One of the strongest cases that anyone can make for picking up Python as the next language to learn, would be the growth that it has seen in the past 3 decades since its inception. What started out as a small project was embraced lovingly by the developer community and this has made it one of the top languages in the programming world today.
The testament to its growth is the variety of uses that it can cater to. The strength of survival for any programming language today is if it can stay in step with the changing needs of the modern world. Automation, artificial intelligence and machine learning are the buzzwords today, which are effectively going to power the products of tomorrow. If you’re looking to keep yourself relevant, then a combination of Machine learning with Python trainingshould be your go-to approach in such a scenario.
There are some major reasons why Python has become a part and parcel of anything within the domain of machine learning today.
Changing view from Java to Python
But when it comes to deeper and complex tasks that involve the core of machine learning, the perspective needs to shift from what seems good for the business, to what seems right for the task. Python is loved more by the programming community than the companies purely for this reason. Machine learning and automation depends heavily on understanding how the code functions, and that requires an in-depth view of the granular details. Today’s employers have begun to understand that and have started looking for Python experts for their needs, too.
Excellence in pattern recognition
Machine learning can come in all shapes and forms. It could be as simple as detecting a spam mail coming to your mailbox, or as complex as navigating a driverless car in the rush hour traffic. While the complexities of these tasks are extremely different, what ties them both together is the principle on which they function. And that is pattern recognition.
Nearly all machine learning algorithms are dependent on helping it understand the data that it brings in. Furthermore, having multiple data points that provide for endless data streams is not useful unless we can make sense of the data. Python helps transform data into actionable information which can be used for machine learning.
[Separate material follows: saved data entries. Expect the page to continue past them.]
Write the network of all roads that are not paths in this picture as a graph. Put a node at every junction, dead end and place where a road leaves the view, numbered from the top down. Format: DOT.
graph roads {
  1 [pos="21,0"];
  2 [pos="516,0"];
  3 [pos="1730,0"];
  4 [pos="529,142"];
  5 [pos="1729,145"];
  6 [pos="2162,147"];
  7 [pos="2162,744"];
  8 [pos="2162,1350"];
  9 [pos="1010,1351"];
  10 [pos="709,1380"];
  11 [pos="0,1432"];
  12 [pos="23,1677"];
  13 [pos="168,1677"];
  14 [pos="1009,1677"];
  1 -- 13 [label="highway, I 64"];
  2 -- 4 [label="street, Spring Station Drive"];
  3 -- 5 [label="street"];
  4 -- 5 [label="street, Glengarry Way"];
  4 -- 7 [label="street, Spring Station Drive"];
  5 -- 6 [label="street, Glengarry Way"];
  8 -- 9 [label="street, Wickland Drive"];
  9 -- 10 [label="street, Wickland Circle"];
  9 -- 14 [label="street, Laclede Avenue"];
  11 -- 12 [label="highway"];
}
It is able to identify the key data points, work towards structuring it in a way that can be worked upon, pick up patterns that repeat at varying degrees, and help build the logic for the machine to deliver upon the functionality it is being created for.
Availability of various data packages
As you begin to understand the applications of machine learning, it becomes clear to any person that they are as wide and vast as they can be. The diversity of what machine learning can do is heavily dependent on the variety of data sources that exist out there. Every data source has its own format and its own raw information that it carries with it. Inputs can be available in the form of digital signals, images, audio, video, application responses, data visualization, text documents, scanned files, and so on.
To be able to process every kind of data with its unique formats and structures would require a programming language to be extensively powerful. There do exist a few such languages but their learning curves and processing powers are so large that it seems impractical to make use of them. Which is where the democratic abilities of Python swoop in and save the day. The general-purpose application of Python can be enhanced to handle specific problems by use of data packages. These are available for use free of cost, thanks to GNU licensing, and exist to serve every possible data form out there. Import the package and you’re good to go!
Simple and quick prototyping power
This is one of the major needs for machine learning and one of the biggest strengths that Python provides. Implementation and testing form an important part of machine learning since it helps you test your code and check if the functionality works as expected. Most of the times this goes hand-in-hand since code development changes in real-time as a result of it.
Python helps you build prototypes rapidly and check for outputs almost in parallel to your coding. Using modules, codes can be replicated and optimized with ease, making it extremely simple and fast to reach the final destination. Taking care of Machine learning with Python interview questions can be a breeze once you get acquainted with the language and its applications. Pretty soon, you’d be a Python expert and your resume would be the one that head hunters would want.